[Start of section]
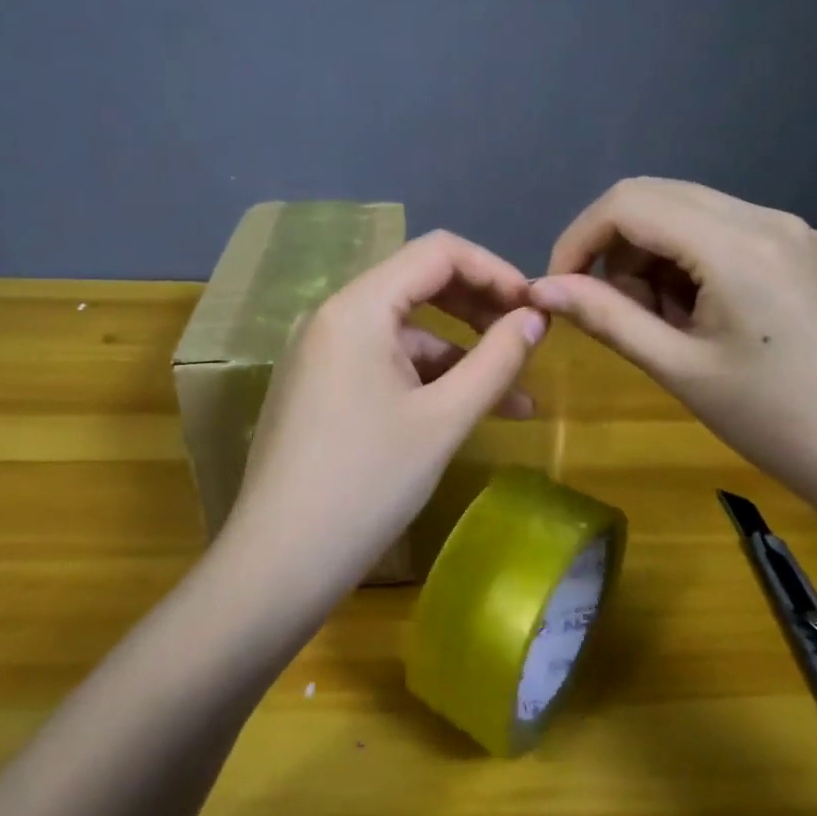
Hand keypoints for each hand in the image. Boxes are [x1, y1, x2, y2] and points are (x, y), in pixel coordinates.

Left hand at [219, 231, 546, 600]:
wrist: (280, 562)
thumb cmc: (367, 484)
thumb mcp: (444, 420)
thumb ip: (496, 361)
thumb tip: (536, 319)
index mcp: (357, 307)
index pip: (437, 253)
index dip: (494, 271)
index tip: (536, 309)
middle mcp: (333, 316)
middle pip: (419, 286)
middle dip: (480, 310)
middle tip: (529, 342)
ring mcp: (322, 354)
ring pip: (405, 332)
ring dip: (461, 355)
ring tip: (516, 398)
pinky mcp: (320, 388)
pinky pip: (384, 364)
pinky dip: (428, 380)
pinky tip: (466, 413)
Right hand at [530, 178, 816, 528]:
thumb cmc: (775, 423)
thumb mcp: (679, 369)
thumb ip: (607, 318)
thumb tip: (541, 289)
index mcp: (736, 244)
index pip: (628, 203)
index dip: (579, 239)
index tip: (560, 288)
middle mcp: (767, 217)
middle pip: (657, 197)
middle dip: (614, 246)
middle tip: (611, 309)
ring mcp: (794, 230)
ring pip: (691, 213)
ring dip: (653, 255)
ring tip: (662, 322)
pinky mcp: (807, 251)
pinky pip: (727, 232)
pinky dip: (691, 261)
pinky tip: (702, 315)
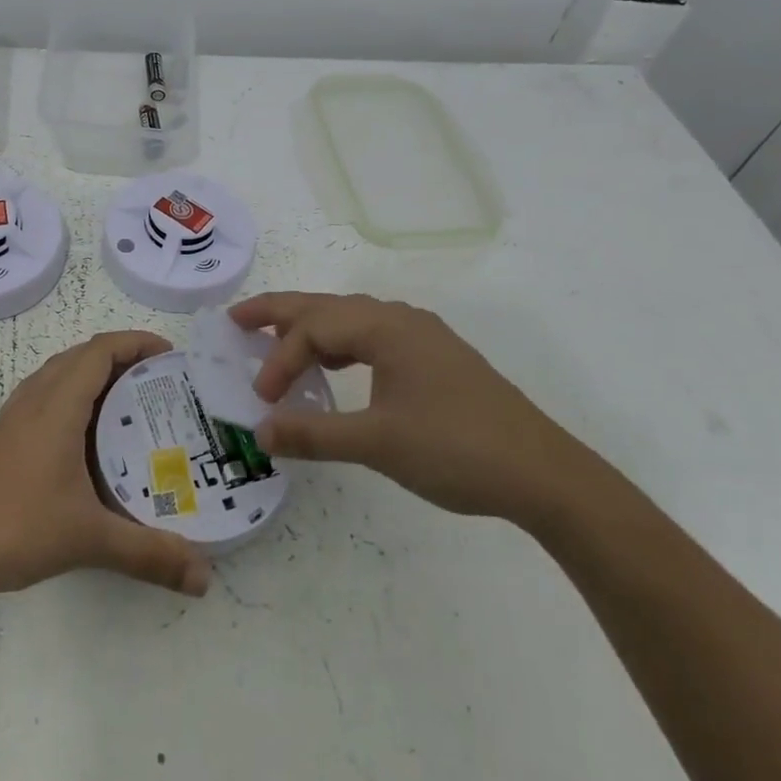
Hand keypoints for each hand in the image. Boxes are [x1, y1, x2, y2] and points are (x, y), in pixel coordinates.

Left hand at [0, 331, 211, 605]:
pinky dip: (72, 397)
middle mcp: (34, 400)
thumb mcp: (88, 539)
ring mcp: (13, 418)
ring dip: (93, 374)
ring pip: (59, 375)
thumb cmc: (14, 527)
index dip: (136, 342)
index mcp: (57, 405)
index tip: (170, 355)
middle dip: (121, 357)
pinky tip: (85, 439)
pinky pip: (44, 397)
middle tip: (158, 382)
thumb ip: (149, 554)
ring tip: (129, 403)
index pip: (100, 350)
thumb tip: (205, 578)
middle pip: (81, 356)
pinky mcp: (1, 439)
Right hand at [229, 293, 595, 527]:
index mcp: (386, 328)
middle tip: (237, 319)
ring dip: (313, 328)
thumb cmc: (457, 450)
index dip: (280, 360)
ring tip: (278, 341)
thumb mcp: (378, 444)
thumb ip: (315, 434)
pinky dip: (342, 346)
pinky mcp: (436, 358)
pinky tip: (336, 367)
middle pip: (329, 306)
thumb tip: (260, 432)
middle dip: (281, 312)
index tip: (262, 399)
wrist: (543, 474)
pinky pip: (374, 337)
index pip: (315, 329)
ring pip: (352, 320)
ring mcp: (422, 337)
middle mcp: (402, 320)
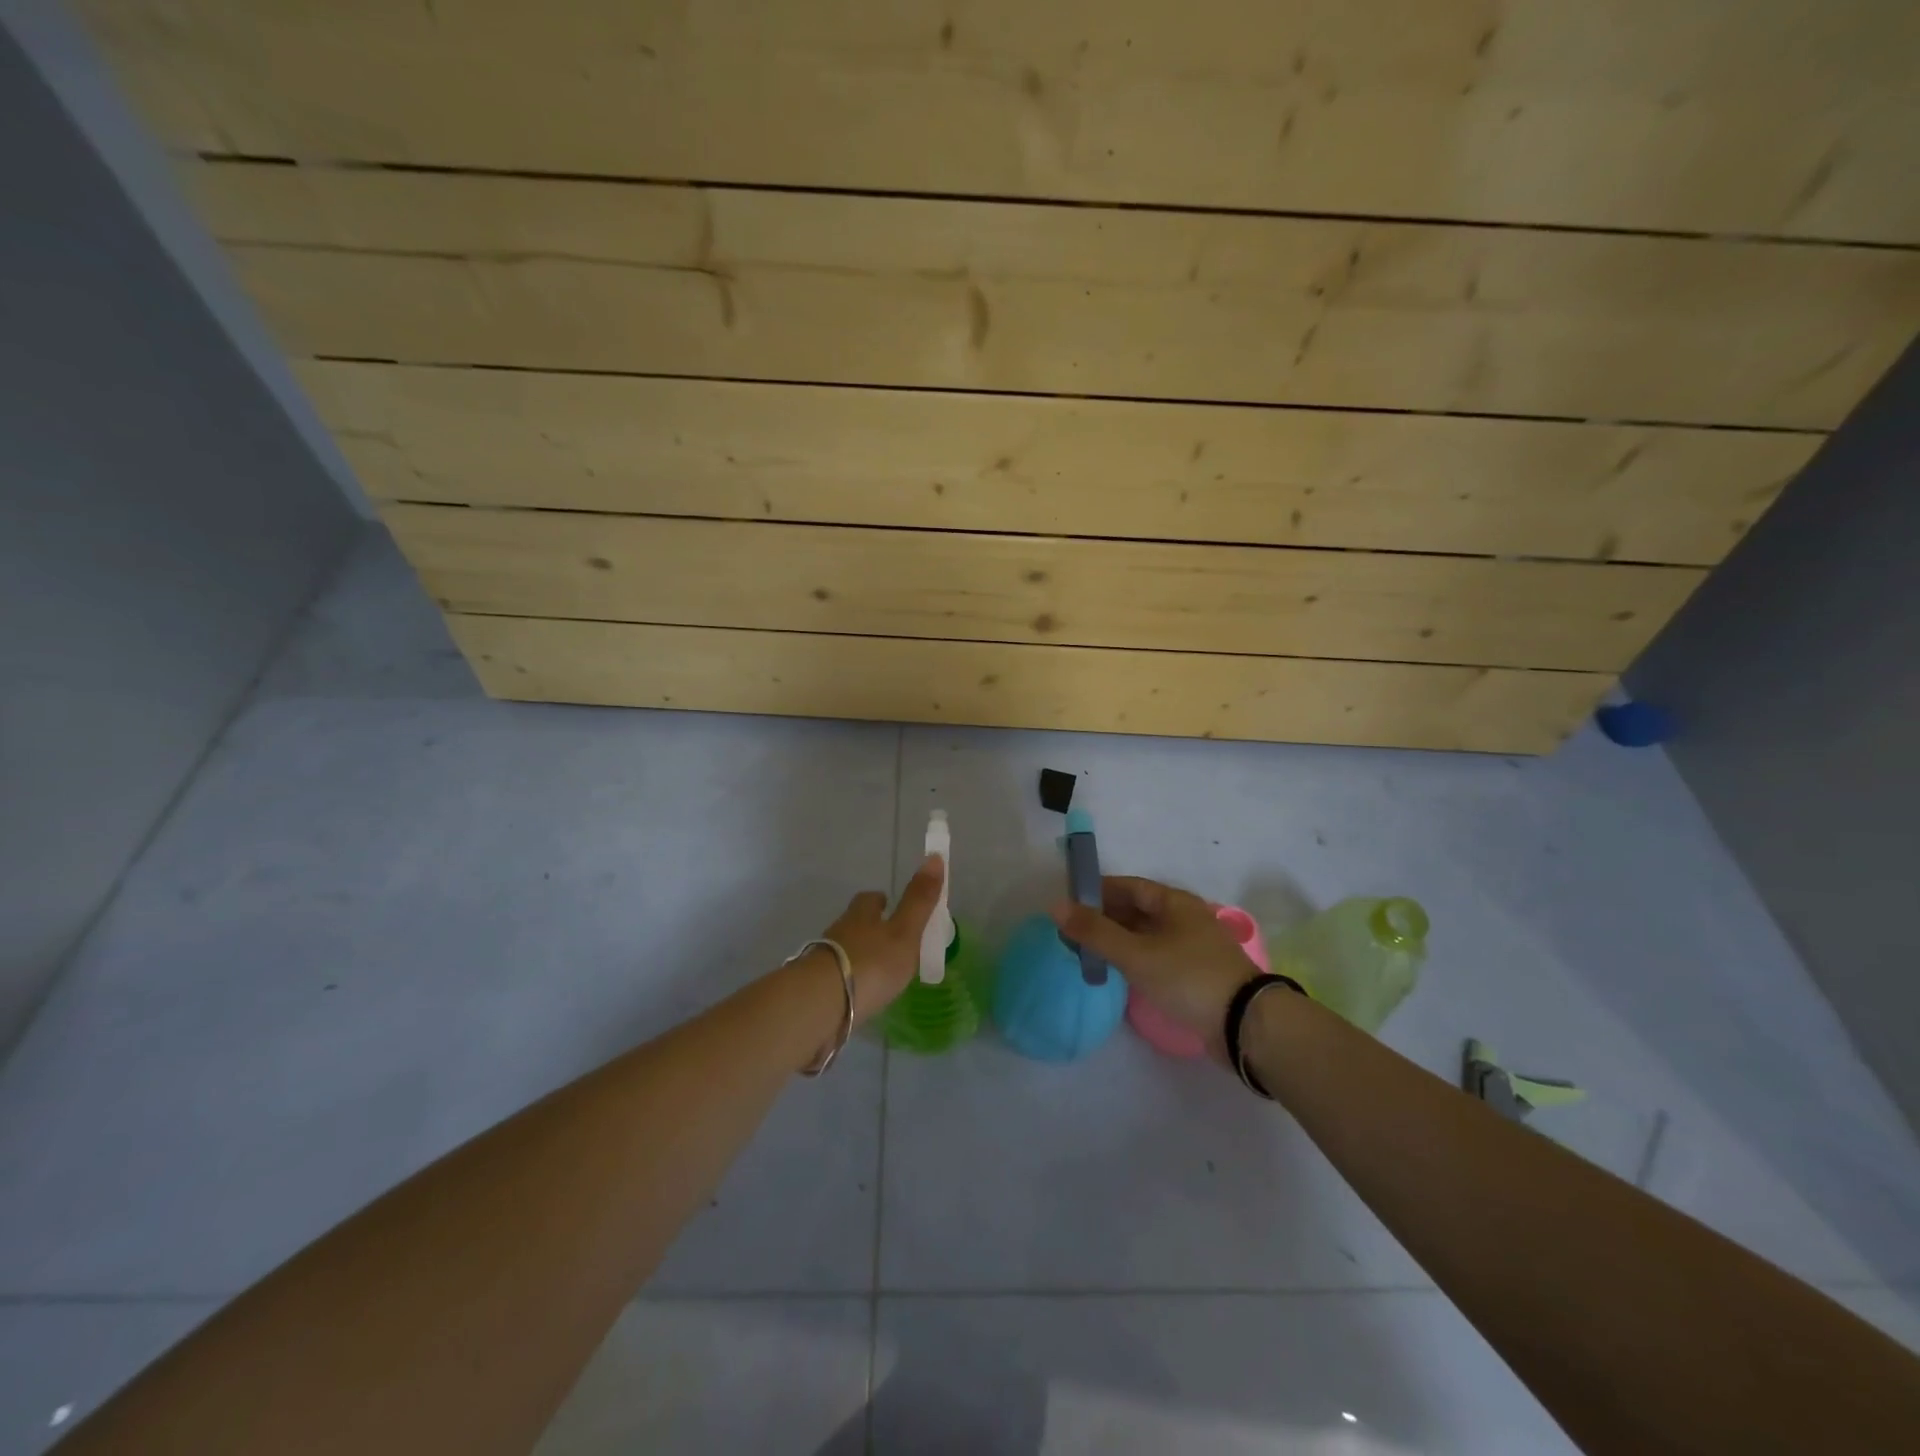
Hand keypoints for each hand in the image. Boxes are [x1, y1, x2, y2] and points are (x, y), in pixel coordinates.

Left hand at [815, 854, 945, 1026]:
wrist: (822, 1002)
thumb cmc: (871, 962)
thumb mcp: (904, 931)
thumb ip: (919, 899)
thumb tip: (934, 856)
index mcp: (862, 914)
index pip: (870, 899)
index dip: (881, 900)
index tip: (889, 904)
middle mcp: (840, 930)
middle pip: (855, 922)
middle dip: (869, 927)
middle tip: (887, 939)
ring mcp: (824, 958)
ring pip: (844, 948)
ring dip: (859, 953)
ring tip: (877, 968)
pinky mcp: (816, 985)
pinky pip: (836, 975)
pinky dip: (849, 978)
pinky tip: (859, 991)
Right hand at [1051, 876, 1252, 1058]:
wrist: (1245, 1024)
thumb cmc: (1188, 977)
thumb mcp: (1136, 954)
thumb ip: (1095, 931)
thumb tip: (1055, 906)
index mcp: (1174, 902)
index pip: (1128, 886)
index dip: (1097, 890)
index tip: (1068, 901)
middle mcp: (1184, 918)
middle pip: (1136, 910)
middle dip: (1103, 917)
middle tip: (1071, 931)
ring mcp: (1191, 947)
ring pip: (1145, 935)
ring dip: (1116, 940)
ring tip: (1085, 952)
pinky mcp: (1194, 974)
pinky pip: (1154, 957)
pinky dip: (1132, 959)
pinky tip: (1115, 971)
[End of section]
What the task requires> Please give back exactly the lines of the listing above that run from the one containing "pinky pip: (384, 364)" through the one containing "ring mcp: (794, 230)", and only those.

Output of the exercise>
pinky pip: (384, 364)
pinky dip: (428, 380)
pinky tip: (466, 413)
Right hand at [530, 178, 816, 528]:
thumb cmc: (775, 423)
thumb mcp: (679, 369)
thumb ip: (607, 318)
thumb tip: (541, 289)
index mcp: (736, 244)
index pip: (628, 203)
index dip: (579, 239)
index tip: (560, 288)
middle mcp: (767, 217)
middle pip: (657, 197)
middle dip: (614, 246)
middle tip: (611, 309)
ring mcp: (794, 230)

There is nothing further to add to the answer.